Postby Seeker-Mar » Sat Jun 12, 2010 5:54 pm

We've know that vampires are flammable since Twilight. This issue doesn't seem like a discrepancy to me. Just a new perspective. I agree that before BT burning the pieces seemed like a way to make the vamps seem even more indistructable. That even their pieces needed to be buned.

However, this is the first time we've seen through the eyes of Human blood drinking vampires. They have opened a new world of vicious possibilities. I still think Victoria licked Diego's fingers one by one to coat them in venom and then burned them. This was only possible because she ripped off his legs first and had Riley hold him down.

Also if you think back to the nomads from Twilight they approached the Cullen's in the baseball field very respectably. This implies that they had fear of a Superior group and what they might be able to do to them. Again showing that even in Twilight vampires had weaknesses.

I also don't think this vulnerability makes vampires like a new version of humans.

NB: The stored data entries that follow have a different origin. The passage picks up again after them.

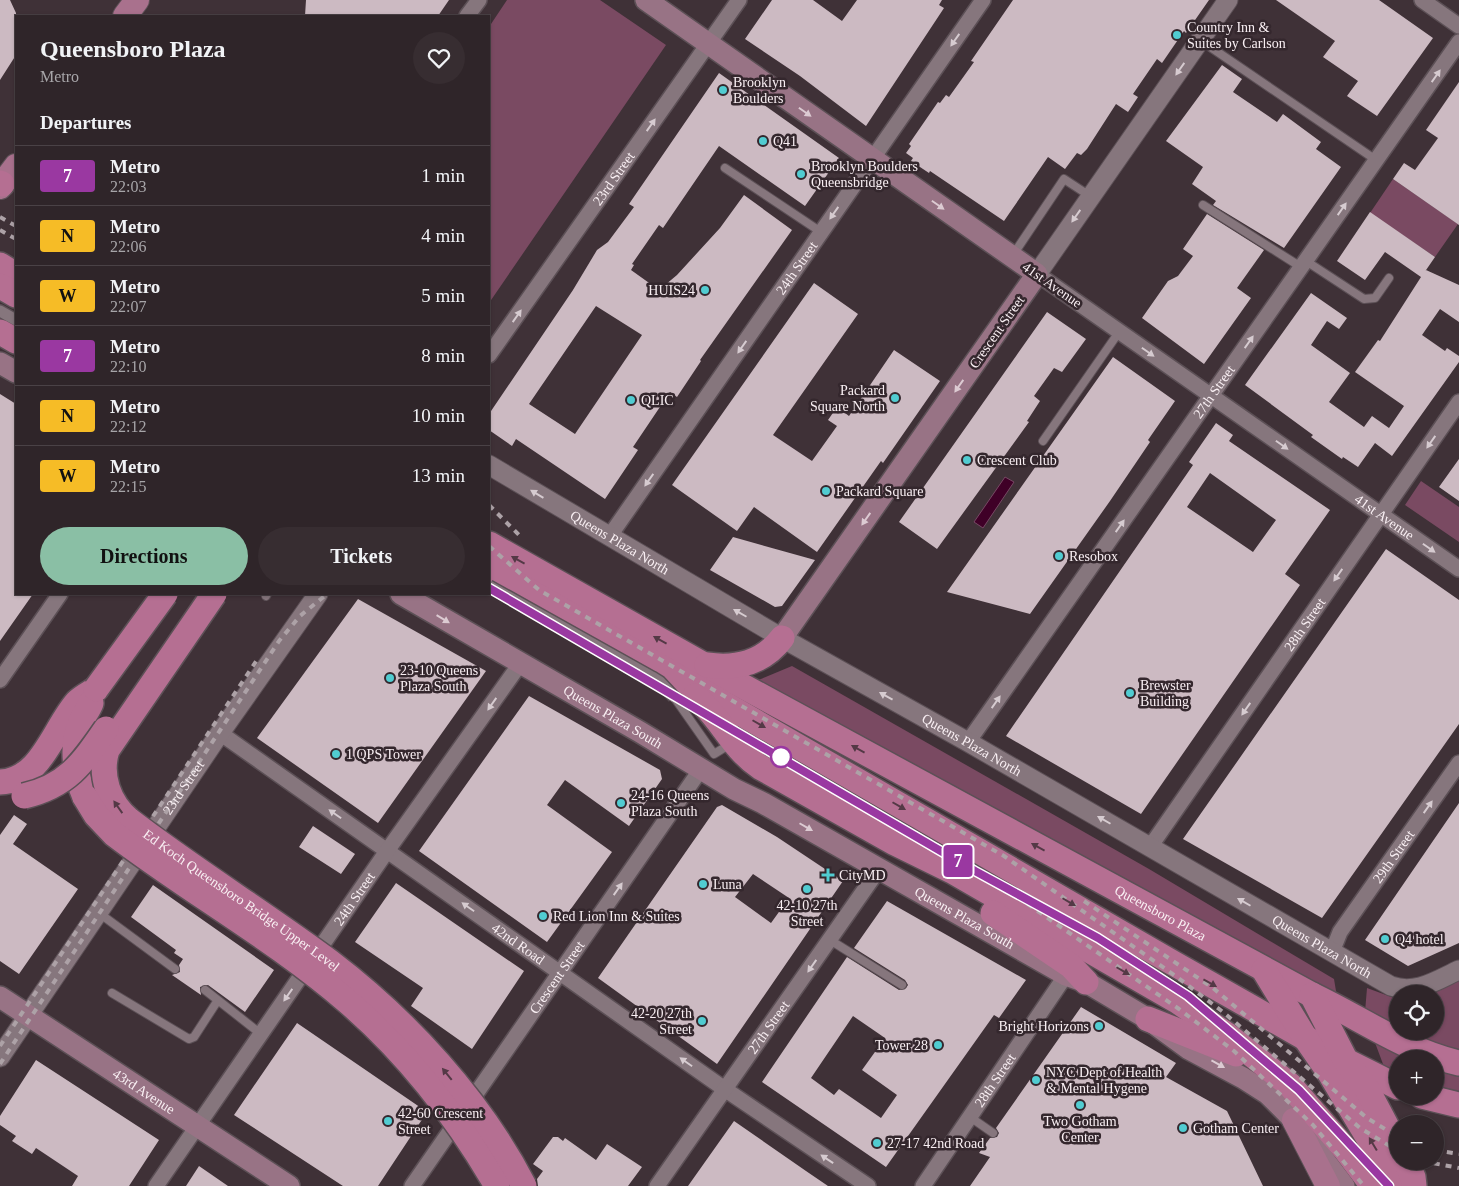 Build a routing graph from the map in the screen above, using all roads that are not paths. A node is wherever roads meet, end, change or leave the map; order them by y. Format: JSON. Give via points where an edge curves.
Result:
{"nodes":[{"id":1,"x":137,"y":0,"type":"edge"},
{"id":2,"x":479,"y":0,"type":"edge"},
{"id":3,"x":646,"y":0,"type":"edge"},
{"id":4,"x":739,"y":0,"type":"edge"},
{"id":5,"x":983,"y":0,"type":"edge"},
{"id":6,"x":1228,"y":0,"type":"edge"},
{"id":7,"x":1422,"y":0,"type":"edge"},
{"id":8,"x":127,"y":15,"type":"edge"},
{"id":9,"x":468,"y":15,"type":"edge"},
{"id":10,"x":1459,"y":26,"type":"edge"},
{"id":11,"x":1200,"y":40,"type":"junction"},
{"id":12,"x":1459,"y":42,"type":"edge"},
{"id":13,"x":708,"y":44,"type":"junction"},
{"id":14,"x":872,"y":159,"type":"junction"},
{"id":15,"x":1376,"y":160,"type":"junction"},
{"id":16,"x":725,"y":168,"type":"dead end"},
{"id":17,"x":1090,"y":196,"type":"junction"},
{"id":18,"x":1203,"y":205,"type":"dead end"},
{"id":19,"x":821,"y":232,"type":"junction"},
{"id":20,"x":0,"y":252,"type":"edge"},
{"id":21,"x":1012,"y":257,"type":"junction"},
{"id":22,"x":15,"y":260,"type":"edge"},
{"id":23,"x":1304,"y":264,"type":"junction"},
{"id":24,"x":0,"y":265,"type":"edge"},
{"id":25,"x":15,"y":274,"type":"edge"},
{"id":26,"x":1037,"y":274,"type":"junction"},
{"id":27,"x":1389,"y":278,"type":"dead end"},
{"id":28,"x":0,"y":286,"type":"edge"},
{"id":29,"x":0,"y":293,"type":"edge"},
{"id":30,"x":15,"y":294,"type":"edge"},
{"id":31,"x":15,"y":301,"type":"edge"},
{"id":32,"x":0,"y":311,"type":"edge"},
{"id":33,"x":15,"y":319,"type":"edge"},
{"id":34,"x":0,"y":332,"type":"edge"},
{"id":35,"x":1119,"y":332,"type":"junction"},
{"id":36,"x":15,"y":341,"type":"edge"},
{"id":37,"x":490,"y":354,"type":"edge"},
{"id":38,"x":0,"y":362,"type":"edge"},
{"id":39,"x":15,"y":371,"type":"edge"},
{"id":40,"x":1211,"y":396,"type":"junction"},
{"id":41,"x":1459,"y":402,"type":"edge"},
{"id":42,"x":1043,"y":441,"type":"dead end"},
{"id":43,"x":490,"y":466,"type":"edge"},
{"id":44,"x":1380,"y":514,"type":"junction"},
{"id":45,"x":609,"y":537,"type":"junction"},
{"id":46,"x":490,"y":545,"type":"edge"},
{"id":47,"x":490,"y":569,"type":"edge"},
{"id":48,"x":1459,"y":569,"type":"edge"},
{"id":49,"x":490,"y":587,"type":"edge"},
{"id":50,"x":59,"y":595,"type":"edge"},
{"id":51,"x":164,"y":595,"type":"edge"},
{"id":52,"x":200,"y":595,"type":"edge"},
{"id":53,"x":213,"y":595,"type":"edge"},
{"id":54,"x":317,"y":595,"type":"edge"},
{"id":55,"x":403,"y":595,"type":"edge"},
{"id":56,"x":782,"y":638,"type":"junction"},
{"id":57,"x":520,"y":664,"type":"junction"},
{"id":58,"x":702,"y":664,"type":"junction"},
{"id":59,"x":663,"y":669,"type":"junction"},
{"id":60,"x":0,"y":680,"type":"edge"},
{"id":61,"x":96,"y":689,"type":"junction"},
{"id":62,"x":674,"y":698,"type":"joint"},
{"id":63,"x":220,"y":733,"type":"junction"},
{"id":64,"x":968,"y":742,"type":"junction"},
{"id":65,"x":733,"y":743,"type":"junction"},
{"id":66,"x":1459,"y":763,"type":"edge"},
{"id":67,"x":701,"y":769,"type":"junction"},
{"id":68,"x":0,"y":782,"type":"edge"},
{"id":69,"x":0,"y":797,"type":"edge"},
{"id":70,"x":895,"y":843,"type":"junction"},
{"id":71,"x":1150,"y":847,"type":"junction"},
{"id":72,"x":388,"y":851,"type":"junction"},
{"id":73,"x":879,"y":869,"type":"junction"},
{"id":74,"x":1011,"y":870,"type":"junction"},
{"id":75,"x":97,"y":912,"type":"junction"},
{"id":76,"x":830,"y":940,"type":"junction"},
{"id":77,"x":1072,"y":941,"type":"junction"},
{"id":78,"x":1332,"y":952,"type":"junction"},
{"id":79,"x":175,"y":969,"type":"dead end"},
{"id":80,"x":1264,"y":970,"type":"junction"},
{"id":81,"x":1459,"y":970,"type":"edge"},
{"id":82,"x":560,"y":972,"type":"junction"},
{"id":83,"x":1076,"y":979,"type":"junction"},
{"id":84,"x":902,"y":985,"type":"dead end"},
{"id":85,"x":205,"y":990,"type":"dead end"},
{"id":86,"x":112,"y":993,"type":"dead end"},
{"id":87,"x":1312,"y":995,"type":"junction"},
{"id":88,"x":0,"y":998,"type":"edge"},
{"id":89,"x":218,"y":1000,"type":"junction"},
{"id":90,"x":27,"y":1015,"type":"junction"},
{"id":91,"x":1148,"y":1018,"type":"junction"},
{"id":92,"x":261,"y":1034,"type":"junction"},
{"id":93,"x":1304,"y":1036,"type":"junction"},
{"id":94,"x":0,"y":1056,"type":"edge"},
{"id":95,"x":1346,"y":1060,"type":"junction"},
{"id":96,"x":1459,"y":1063,"type":"edge"},
{"id":97,"x":1270,"y":1068,"type":"junction"},
{"id":98,"x":1389,"y":1082,"type":"edge"},
{"id":99,"x":726,"y":1090,"type":"junction"},
{"id":100,"x":1444,"y":1101,"type":"edge"},
{"id":101,"x":1459,"y":1105,"type":"edge"},
{"id":102,"x":970,"y":1117,"type":"junction"},
{"id":103,"x":1294,"y":1120,"type":"junction"},
{"id":104,"x":196,"y":1126,"type":"junction"},
{"id":105,"x":1389,"y":1131,"type":"edge"},
{"id":106,"x":993,"y":1133,"type":"dead end"},
{"id":107,"x":1409,"y":1170,"type":"edge"},
{"id":108,"x":156,"y":1186,"type":"edge"},
{"id":109,"x":289,"y":1186,"type":"edge"},
{"id":110,"x":412,"y":1186,"type":"edge"},
{"id":111,"x":497,"y":1186,"type":"edge"},
{"id":112,"x":524,"y":1186,"type":"edge"},
{"id":113,"x":657,"y":1186,"type":"edge"},
{"id":114,"x":868,"y":1186,"type":"edge"},
{"id":115,"x":923,"y":1186,"type":"edge"},
{"id":116,"x":1328,"y":1186,"type":"edge"},
{"id":117,"x":1344,"y":1186,"type":"edge"},
{"id":118,"x":1374,"y":1186,"type":"edge"},
{"id":119,"x":1397,"y":1186,"type":"edge"},
{"id":120,"x":1414,"y":1186,"type":"edge"}],
"edges":[{"from":1,"to":8,"type":"main road"},
{"from":2,"to":9,"type":"street"},
{"from":3,"to":13,"type":"main road","name":"41st Avenue"},
{"from":4,"to":13,"type":"street","name":"23rd Street"},
{"from":5,"to":14,"type":"street","name":"24th Street","one_way":true},
{"from":6,"to":11,"type":"street","name":"Crescent Street"},
{"from":7,"to":10,"type":"street"},
{"from":11,"to":15,"type":"lane"},
{"from":11,"to":17,"type":"street","name":"Crescent Street","one_way":true},
{"from":15,"to":12,"type":"street","name":"27th Street","one_way":true},
{"from":13,"to":14,"type":"main road","name":"41st Avenue","one_way":true},
{"from":37,"to":13,"type":"street","name":"23rd Street","one_way":true},
{"from":14,"to":19,"type":"street","name":"24th Street","one_way":true},
{"from":14,"to":21,"type":"main road","name":"41st Avenue","one_way":true},
{"from":23,"to":15,"type":"street","name":"27th Street","one_way":true},
{"from":16,"to":19,"type":"lane"},
{"from":17,"to":21,"type":"lane","via":[[1064,179]]},
{"from":17,"to":26,"type":"street","name":"Crescent Street","one_way":true},
{"from":18,"to":23,"type":"lane"},
{"from":19,"to":45,"type":"street","name":"24th Street","one_way":true},
{"from":20,"to":22,"type":"highway"},
{"from":21,"to":26,"type":"main road","name":"41st Avenue"},
{"from":23,"to":27,"type":"lane","via":[[1364,299],[1375,298]]},
{"from":40,"to":23,"type":"street","name":"27th Street","one_way":true},
{"from":24,"to":25,"type":"highway"},
{"from":26,"to":35,"type":"street","name":"41st Avenue"},
{"from":26,"to":56,"type":"main road","name":"Crescent Street","one_way":true},
{"from":28,"to":30,"type":"highway"},
{"from":29,"to":31,"type":"highway"},
{"from":32,"to":33,"type":"street"},
{"from":34,"to":36,"type":"highway"},
{"from":35,"to":40,"type":"street","name":"41st Avenue","one_way":true},
{"from":35,"to":42,"type":"lane"},
{"from":38,"to":39,"type":"main road"},
{"from":40,"to":44,"type":"street","name":"41st Avenue","one_way":true},
{"from":64,"to":40,"type":"street","name":"27th Street","one_way":true},
{"from":41,"to":44,"type":"street","name":"28th Street","one_way":true},
{"from":45,"to":43,"type":"street","name":"Queens Plaza North","one_way":true},
{"from":44,"to":48,"type":"street","name":"41st Avenue","one_way":true},
{"from":44,"to":71,"type":"street","name":"28th Street","one_way":true},
{"from":56,"to":45,"type":"street","name":"Queens Plaza North","one_way":true},
{"from":58,"to":46,"type":"highway","name":"Queensboro Plaza","one_way":true},
{"from":47,"to":59,"type":"highway"},
{"from":49,"to":62,"type":"street","bridge":true,"via":[[660,682]]},
{"from":50,"to":60,"type":"street"},
{"from":51,"to":61,"type":"highway","name":"Ed Koch Queensboro Bridge Upper Level","bridge":true},
{"from":52,"to":69,"type":"highway","bridge":true,"via":[[80,766],[60,783],[43,791]]},
{"from":112,"to":53,"type":"highway","name":"Ed Koch Queensboro Bridge Upper Level","one_way":true,"bridge":true,"via":[[468,1100],[382,1005],[330,962],[134,823],[111,797],[103,769],[107,750]]},
{"from":54,"to":63,"type":"street","name":"23rd Street"},
{"from":55,"to":57,"type":"main road","name":"Queens Plaza South","one_way":true},
{"from":56,"to":58,"type":"highway","via":[[766,655],[749,663],[730,666]]},
{"from":64,"to":56,"type":"street","name":"Queens Plaza North","one_way":true},
{"from":57,"to":67,"type":"main road","name":"Queens Plaza South"},
{"from":57,"to":72,"type":"street","name":"24th Street","one_way":true},
{"from":80,"to":58,"type":"highway","name":"Queensboro Plaza","one_way":true},
{"from":59,"to":65,"type":"highway","via":[[709,709]]},
{"from":59,"to":74,"type":"highway","one_way":true},
{"from":61,"to":68,"type":"highway","via":[[78,701],[27,772],[16,779]]},
{"from":61,"to":111,"type":"highway","name":"Ed Koch Queensboro Bridge Upper Level","bridge":true,"via":[[77,733],[76,758],[80,787],[102,824],[313,974],[364,1016],[438,1096]]},
{"from":62,"to":65,"type":"lane","via":[[714,754]]},
{"from":72,"to":63,"type":"street","name":"42nd Road","one_way":true},
{"from":63,"to":75,"type":"street","name":"23rd Street"},
{"from":71,"to":64,"type":"street","name":"Queens Plaza North","one_way":true},
{"from":65,"to":70,"type":"highway","via":[[760,767]]},
{"from":78,"to":66,"type":"street","name":"29th Street","one_way":true,"via":[[1340,932]]},
{"from":67,"to":73,"type":"main road","name":"Queens Plaza South","one_way":true},
{"from":82,"to":67,"type":"street","name":"Crescent Street","one_way":true},
{"from":70,"to":77,"type":"highway","via":[[952,871]]},
{"from":70,"to":83,"type":"highway","via":[[1071,966]]},
{"from":78,"to":71,"type":"street","name":"Queens Plaza North","one_way":true},
{"from":82,"to":72,"type":"street","name":"42nd Road","one_way":true},
{"from":72,"to":92,"type":"street","name":"24th Street","one_way":true},
{"from":73,"to":76,"type":"street","name":"27th Street"},
{"from":73,"to":83,"type":"main road","name":"Queens Plaza South"},
{"from":74,"to":77,"type":"highway"},
{"from":74,"to":93,"type":"highway","one_way":true},
{"from":75,"to":79,"type":"lane"},
{"from":75,"to":90,"type":"street","name":"23rd Street"},
{"from":76,"to":84,"type":"lane"},
{"from":76,"to":99,"type":"street","name":"27th Street","one_way":true},
{"from":77,"to":97,"type":"highway","one_way":true,"via":[[1177,1002]]},
{"from":78,"to":81,"type":"street","name":"Queens Plaza North","via":[[1403,990],[1426,986]]},
{"from":80,"to":87,"type":"highway","name":"Queensboro Plaza"},
{"from":80,"to":93,"type":"highway"},
{"from":99,"to":82,"type":"street","name":"42nd Road","one_way":true},
{"from":82,"to":110,"type":"street","name":"Crescent Street"},
{"from":83,"to":91,"type":"main road","name":"Queens Plaza South"},
{"from":83,"to":102,"type":"street","name":"28th Street"},
{"from":85,"to":89,"type":"lane"},
{"from":86,"to":89,"type":"lane","via":[[189,1038],[194,1037]]},
{"from":87,"to":95,"type":"highway"},
{"from":87,"to":96,"type":"highway","name":"Queensboro Plaza","via":[[1404,1044]]},
{"from":88,"to":90,"type":"main road","name":"43rd Avenue"},
{"from":89,"to":92,"type":"lane"},
{"from":90,"to":94,"type":"street","name":"23rd Street"},
{"from":90,"to":104,"type":"main road","name":"43rd Avenue"},
{"from":91,"to":97,"type":"highway"},
{"from":91,"to":103,"type":"main road","name":"Queens Plaza South","one_way":true,"via":[[1189,1049],[1256,1085]]},
{"from":92,"to":104,"type":"street","name":"24th Street"},
{"from":93,"to":95,"type":"highway"},
{"from":119,"to":93,"type":"highway","one_way":true},
{"from":95,"to":98,"type":"highway"},
{"from":95,"to":105,"type":"highway","via":[[1367,1089]]},
{"from":97,"to":118,"type":"highway","via":[[1290,1085]]},
{"from":99,"to":113,"type":"street","name":"27th Street"},
{"from":114,"to":99,"type":"street","name":"42nd Road","one_way":true},
{"from":100,"to":101,"type":"highway"},
{"from":102,"to":106,"type":"lane"},
{"from":102,"to":115,"type":"street","name":"28th Street"},
{"from":103,"to":116,"type":"main road"},
{"from":103,"to":117,"type":"main road","name":"Queens Plaza South"},
{"from":104,"to":108,"type":"street","name":"24th Street"},
{"from":104,"to":109,"type":"main road","name":"43rd Avenue"},
{"from":107,"to":120,"type":"highway"}]}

There is one big difference. Everything on this Earth will die. If you believe in souls then you believe that we are eternal and Christian's believe we will be given new perfect bodies in the afterlife. However, this first earthly body will perish.

Vampires have the ability, if uninterfered with, to keep their bodies forever. To never die. They may be killed by other vamps or wolves but they also might not. That is a big difference from humans and not more of the same.

Potentially a vampire with Fred's ability could live until the Sun goes nova and maybe longer if we find out how to live beyond our solar system.